Aim of the exercise ->
Beneath this task is a listing; tally its lines that contain "nodes" and give only the total.

-- -- --

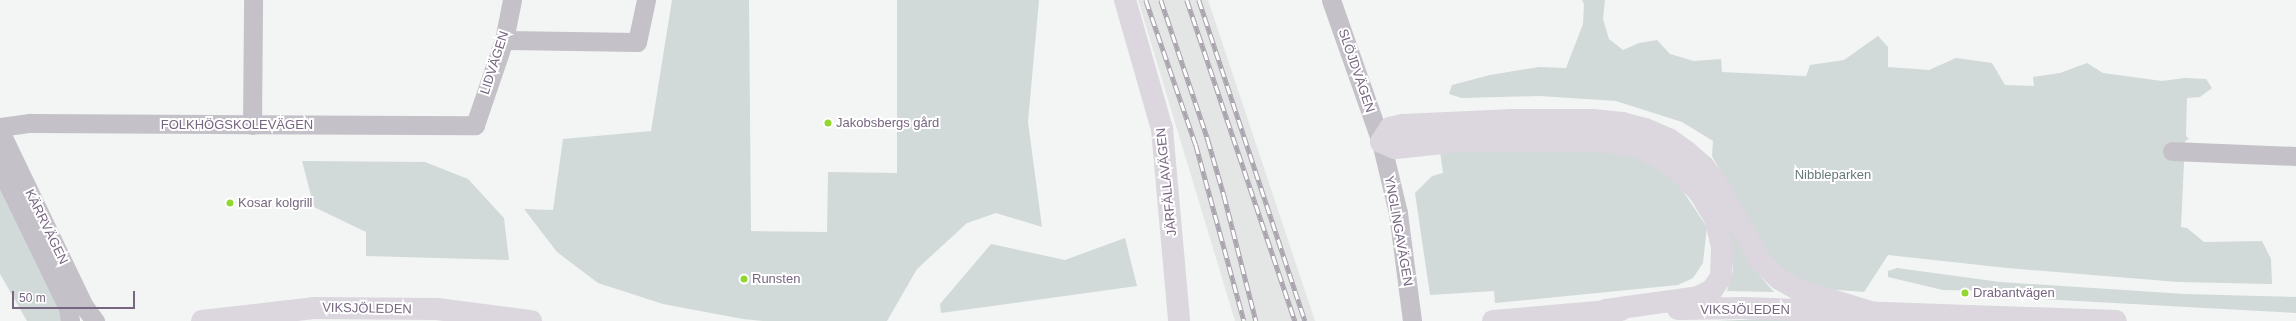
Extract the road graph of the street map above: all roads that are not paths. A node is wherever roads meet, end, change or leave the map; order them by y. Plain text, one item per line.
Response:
1 (253, 0) edge
2 (512, 0) edge
3 (646, 0) edge
4 (1125, 0) edge
5 (1331, 0) edge
6 (504, 40) junction
7 (252, 125) junction
8 (475, 125) joint
9 (0, 126) edge
10 (0, 131) edge
11 (1381, 142) junction
12 (2172, 151) dead end
13 (2296, 156) edge
14 (0, 161) edge
15 (1606, 310) junction
16 (1871, 312) junction
17 (70, 321) edge
18 (94, 321) edge
19 (202, 321) edge
20 (532, 321) edge
21 (1179, 321) edge
22 (1412, 321) edge
23 (1493, 321) edge
24 (2116, 321) edge

1 - 7 street
2 - 6 street, LIDVÄGEN
3 - 6 street
4 - 21 main road, JÄRFÄLLAVÄGEN
5 - 11 street, SLÖJDVÄGEN
6 - 8 street, LIDVÄGEN
7 - 8 street, FOLKHÖGSKOLEVÄGEN
7 - 9 street, FOLKHÖGSKOLEVÄGEN
10 - 18 street, KÄRRVÄGEN
11 - 15 main road
11 - 16 main road
11 - 22 street, YNGLINGAVÄGEN
12 - 13 street
14 - 17 street, KÄRRVÄGEN
15 - 16 main road, VIKSJÖLEDEN
15 - 23 main road, VIKSJÖLEDEN
16 - 24 main road, VIKSJÖLEDEN
19 - 20 main road, VIKSJÖLEDEN

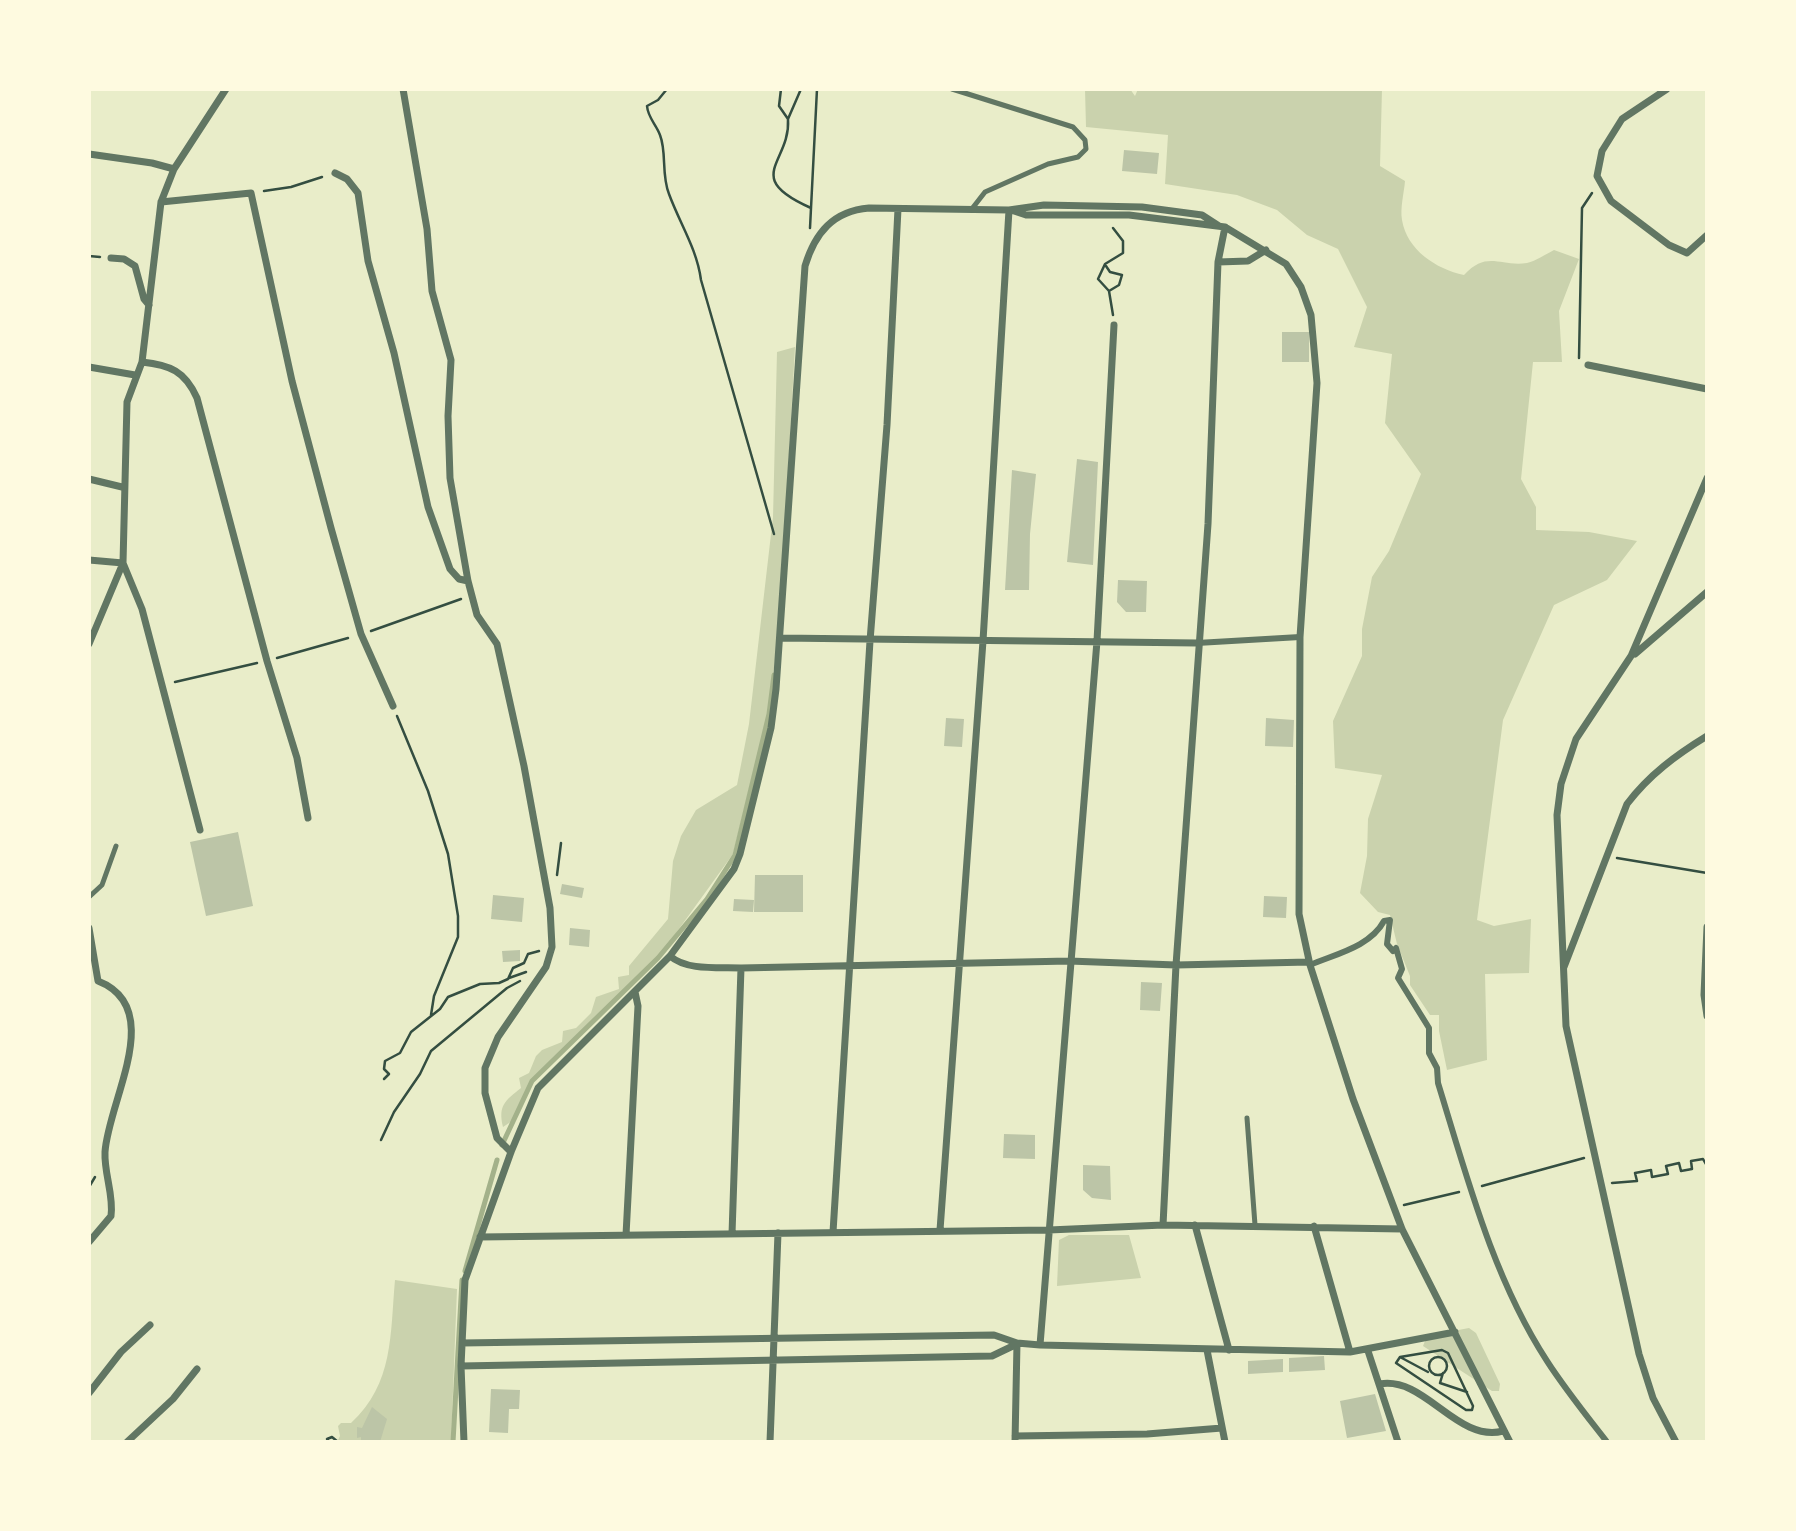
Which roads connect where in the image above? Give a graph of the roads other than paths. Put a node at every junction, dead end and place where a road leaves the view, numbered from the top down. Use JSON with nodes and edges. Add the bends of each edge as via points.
{"nodes":[{"id":1,"x":226,"y":89,"type":"edge"},
{"id":2,"x":403,"y":89,"type":"edge"},
{"id":3,"x":952,"y":89,"type":"edge"},
{"id":4,"x":1667,"y":89,"type":"edge"},
{"id":5,"x":89,"y":155,"type":"edge"},
{"id":6,"x":174,"y":169,"type":"junction"},
{"id":7,"x":335,"y":173,"type":"road end"},
{"id":8,"x":161,"y":202,"type":"junction"},
{"id":9,"x":898,"y":209,"type":"junction"},
{"id":10,"x":971,"y":211,"type":"junction"},
{"id":11,"x":1010,"y":211,"type":"junction"},
{"id":12,"x":1222,"y":226,"type":"junction"},
{"id":13,"x":1707,"y":235,"type":"edge"},
{"id":14,"x":1266,"y":250,"type":"junction"},
{"id":15,"x":111,"y":258,"type":"dead end"},
{"id":16,"x":1218,"y":262,"type":"junction"},
{"id":17,"x":149,"y":304,"type":"junction"},
{"id":18,"x":1114,"y":325,"type":"road end"},
{"id":19,"x":142,"y":362,"type":"junction"},
{"id":20,"x":1588,"y":365,"type":"road end"},
{"id":21,"x":89,"y":367,"type":"edge"},
{"id":22,"x":135,"y":374,"type":"junction"},
{"id":23,"x":1707,"y":389,"type":"edge"},
{"id":24,"x":1707,"y":478,"type":"edge"},
{"id":25,"x":89,"y":479,"type":"edge"},
{"id":26,"x":122,"y":486,"type":"junction"},
{"id":27,"x":89,"y":560,"type":"edge"},
{"id":28,"x":123,"y":564,"type":"junction"},
{"id":29,"x":468,"y":580,"type":"junction"},
{"id":30,"x":1707,"y":592,"type":"edge"},
{"id":31,"x":1300,"y":637,"type":"junction"},
{"id":32,"x":781,"y":638,"type":"junction"},
{"id":33,"x":983,"y":641,"type":"junction"},
{"id":34,"x":1097,"y":641,"type":"junction"},
{"id":35,"x":870,"y":642,"type":"junction"},
{"id":36,"x":1197,"y":643,"type":"junction"},
{"id":37,"x":89,"y":645,"type":"edge"},
{"id":38,"x":1632,"y":656,"type":"junction"},
{"id":39,"x":393,"y":706,"type":"road end"},
{"id":40,"x":1707,"y":736,"type":"edge"},
{"id":41,"x":308,"y":818,"type":"dead end"},
{"id":42,"x":200,"y":830,"type":"dead end"},
{"id":43,"x":116,"y":846,"type":"dead end"},
{"id":44,"x":89,"y":897,"type":"edge"},
{"id":45,"x":1707,"y":927,"type":"edge"},
{"id":46,"x":89,"y":928,"type":"edge"},
{"id":47,"x":670,"y":956,"type":"junction"},
{"id":48,"x":1069,"y":961,"type":"junction"},
{"id":49,"x":959,"y":963,"type":"junction"},
{"id":50,"x":1310,"y":964,"type":"junction"},
{"id":51,"x":1176,"y":965,"type":"junction"},
{"id":52,"x":850,"y":966,"type":"junction"},
{"id":53,"x":741,"y":968,"type":"junction"},
{"id":54,"x":1563,"y":971,"type":"junction"},
{"id":55,"x":98,"y":981,"type":"junction"},
{"id":56,"x":89,"y":983,"type":"edge"},
{"id":57,"x":635,"y":992,"type":"junction"},
{"id":58,"x":1707,"y":1016,"type":"edge"},
{"id":59,"x":1247,"y":1118,"type":"dead end"},
{"id":60,"x":511,"y":1152,"type":"junction"},
{"id":61,"x":1163,"y":1225,"type":"junction"},
{"id":62,"x":1195,"y":1225,"type":"junction"},
{"id":63,"x":1255,"y":1225,"type":"junction"},
{"id":64,"x":1314,"y":1226,"type":"junction"},
{"id":65,"x":1402,"y":1229,"type":"junction"},
{"id":66,"x":940,"y":1230,"type":"junction"},
{"id":67,"x":1049,"y":1230,"type":"junction"},
{"id":68,"x":833,"y":1232,"type":"junction"},
{"id":69,"x":778,"y":1233,"type":"junction"},
{"id":70,"x":732,"y":1234,"type":"junction"},
{"id":71,"x":626,"y":1235,"type":"junction"},
{"id":72,"x":480,"y":1237,"type":"junction"},
{"id":73,"x":89,"y":1242,"type":"edge"},
{"id":74,"x":150,"y":1325,"type":"dead end"},
{"id":75,"x":1455,"y":1332,"type":"junction"},
{"id":76,"x":775,"y":1339,"type":"junction"},
{"id":77,"x":462,"y":1343,"type":"junction"},
{"id":78,"x":1017,"y":1343,"type":"junction"},
{"id":79,"x":1040,"y":1345,"type":"junction"},
{"id":80,"x":1207,"y":1350,"type":"junction"},
{"id":81,"x":1229,"y":1350,"type":"junction"},
{"id":82,"x":1368,"y":1351,"type":"junction"},
{"id":83,"x":1350,"y":1352,"type":"junction"},
{"id":84,"x":775,"y":1359,"type":"junction"},
{"id":85,"x":461,"y":1366,"type":"junction"},
{"id":86,"x":197,"y":1369,"type":"dead end"},
{"id":87,"x":1380,"y":1384,"type":"junction"},
{"id":88,"x":89,"y":1393,"type":"edge"},
{"id":89,"x":1223,"y":1428,"type":"junction"},
{"id":90,"x":1503,"y":1431,"type":"junction"},
{"id":91,"x":1147,"y":1438,"type":"edge"},
{"id":92,"x":1015,"y":1439,"type":"edge"},
{"id":93,"x":127,"y":1442,"type":"edge"},
{"id":94,"x":464,"y":1442,"type":"edge"},
{"id":95,"x":770,"y":1442,"type":"edge"},
{"id":96,"x":1225,"y":1442,"type":"edge"},
{"id":97,"x":1398,"y":1442,"type":"edge"},
{"id":98,"x":1510,"y":1442,"type":"edge"},
{"id":99,"x":1607,"y":1442,"type":"edge"},
{"id":100,"x":1676,"y":1442,"type":"edge"}],
"edges":[{"from":1,"to":6,"type":"street"},
{"from":2,"to":29,"type":"street","via":[[427,229],[432,291],[451,360],[450,478]]},
{"from":3,"to":10,"type":"lane","via":[[1073,127],[1085,140],[1086,149],[1078,157],[1048,164],[985,192]]},
{"from":4,"to":13,"type":"street","via":[[1622,119],[1599,158],[1600,186],[1611,201],[1687,253]]},
{"from":5,"to":6,"type":"street"},
{"from":6,"to":8,"type":"street"},
{"from":7,"to":29,"type":"street","via":[[348,179],[358,193],[368,261],[428,507],[450,569],[459,579]]},
{"from":8,"to":17,"type":"street"},
{"from":8,"to":39,"type":"street","via":[[251,193],[292,381],[361,634]]},
{"from":9,"to":10,"type":"street"},
{"from":9,"to":32,"type":"street","via":[[851,209],[837,217],[811,245],[805,266]]},
{"from":9,"to":35,"type":"street"},
{"from":10,"to":11,"type":"street"},
{"from":11,"to":12,"type":"street","via":[[1147,216]]},
{"from":11,"to":33,"type":"street"},
{"from":12,"to":14,"type":"street"},
{"from":12,"to":16,"type":"street"},
{"from":14,"to":16,"type":"street","via":[[1248,261]]},
{"from":14,"to":31,"type":"street","via":[[1286,264],[1301,288],[1316,347]]},
{"from":15,"to":17,"type":"street","via":[[135,266]]},
{"from":16,"to":36,"type":"street","via":[[1208,524]]},
{"from":17,"to":19,"type":"street"},
{"from":18,"to":34,"type":"street"},
{"from":19,"to":22,"type":"street"},
{"from":19,"to":41,"type":"street","via":[[183,373],[197,398],[297,758]]},
{"from":20,"to":23,"type":"street"},
{"from":21,"to":22,"type":"street"},
{"from":22,"to":26,"type":"street","via":[[127,402]]},
{"from":24,"to":38,"type":"street"},
{"from":25,"to":26,"type":"street"},
{"from":26,"to":28,"type":"street"},
{"from":27,"to":28,"type":"street"},
{"from":28,"to":37,"type":"street"},
{"from":28,"to":42,"type":"street","via":[[142,609]]},
{"from":29,"to":60,"type":"street","via":[[477,615],[494,638],[502,663],[543,866],[552,947],[546,967],[498,1037],[485,1068],[491,1118],[500,1144]]},
{"from":30,"to":38,"type":"street"},
{"from":31,"to":36,"type":"street"},
{"from":31,"to":50,"type":"street","via":[[1297,881]]},
{"from":32,"to":35,"type":"street"},
{"from":32,"to":47,"type":"street","via":[[771,728],[740,854],[734,869]]},
{"from":33,"to":34,"type":"street"},
{"from":33,"to":35,"type":"street"},
{"from":33,"to":49,"type":"street"},
{"from":34,"to":36,"type":"street"},
{"from":34,"to":48,"type":"street"},
{"from":35,"to":52,"type":"street"},
{"from":36,"to":51,"type":"street"},
{"from":38,"to":54,"type":"street","via":[[1576,739],[1561,784],[1556,815]]},
{"from":40,"to":54,"type":"street","via":[[1643,783],[1627,804]]},
{"from":43,"to":44,"type":"lane","via":[[102,886]]},
{"from":45,"to":58,"type":"street"},
{"from":46,"to":55,"type":"street"},
{"from":47,"to":53,"type":"street","via":[[699,966]]},
{"from":47,"to":57,"type":"street"},
{"from":48,"to":49,"type":"street"},
{"from":48,"to":51,"type":"street"},
{"from":48,"to":67,"type":"street"},
{"from":49,"to":52,"type":"street"},
{"from":49,"to":66,"type":"street"},
{"from":50,"to":51,"type":"street"},
{"from":50,"to":65,"type":"street"},
{"from":50,"to":99,"type":"street","via":[[1365,942],[1390,920],[1387,943],[1393,951],[1396,948],[1402,968],[1398,978],[1429,1028],[1429,1053],[1470,1189],[1516,1305],[1546,1360]]},
{"from":51,"to":61,"type":"street"},
{"from":52,"to":53,"type":"street"},
{"from":52,"to":68,"type":"street"},
{"from":53,"to":70,"type":"street"},
{"from":54,"to":100,"type":"street","via":[[1566,1026],[1639,1353],[1653,1398]]},
{"from":55,"to":56,"type":"street"},
{"from":55,"to":73,"type":"street","via":[[121,997],[129,1009],[132,1031],[105,1152],[111,1216]]},
{"from":57,"to":60,"type":"street","via":[[538,1088]]},
{"from":57,"to":71,"type":"street","via":[[638,1006]]},
{"from":59,"to":63,"type":"lane"},
{"from":60,"to":72,"type":"street"},
{"from":61,"to":62,"type":"street"},
{"from":61,"to":67,"type":"street"},
{"from":62,"to":63,"type":"street"},
{"from":62,"to":81,"type":"street"},
{"from":63,"to":64,"type":"street"},
{"from":64,"to":65,"type":"street"},
{"from":64,"to":83,"type":"street"},
{"from":65,"to":75,"type":"street"},
{"from":66,"to":67,"type":"street"},
{"from":66,"to":68,"type":"street"},
{"from":67,"to":79,"type":"street"},
{"from":68,"to":69,"type":"street"},
{"from":69,"to":70,"type":"street"},
{"from":69,"to":76,"type":"street"},
{"from":70,"to":71,"type":"street"},
{"from":71,"to":72,"type":"street"},
{"from":72,"to":77,"type":"street","via":[[465,1280]]},
{"from":74,"to":88,"type":"street","via":[[121,1352]]},
{"from":75,"to":82,"type":"street"},
{"from":75,"to":90,"type":"street"},
{"from":76,"to":77,"type":"street"},
{"from":76,"to":78,"type":"street","via":[[994,1335]]},
{"from":76,"to":84,"type":"street"},
{"from":77,"to":85,"type":"street"},
{"from":78,"to":79,"type":"street"},
{"from":78,"to":84,"type":"street","via":[[992,1356]]},
{"from":78,"to":92,"type":"street"},
{"from":79,"to":80,"type":"street"},
{"from":80,"to":81,"type":"street"},
{"from":80,"to":89,"type":"street"},
{"from":81,"to":83,"type":"street"},
{"from":82,"to":83,"type":"street"},
{"from":82,"to":87,"type":"street"},
{"from":84,"to":85,"type":"street"},
{"from":84,"to":95,"type":"street"},
{"from":85,"to":94,"type":"street"},
{"from":86,"to":93,"type":"street"},
{"from":87,"to":90,"type":"street","via":[[1399,1383],[1473,1428],[1491,1434]]},
{"from":87,"to":97,"type":"street"},
{"from":89,"to":91,"type":"street"},
{"from":89,"to":96,"type":"street"},
{"from":90,"to":98,"type":"street"},
{"from":91,"to":92,"type":"street"}]}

-- -- --

Answer for this exercise ->
2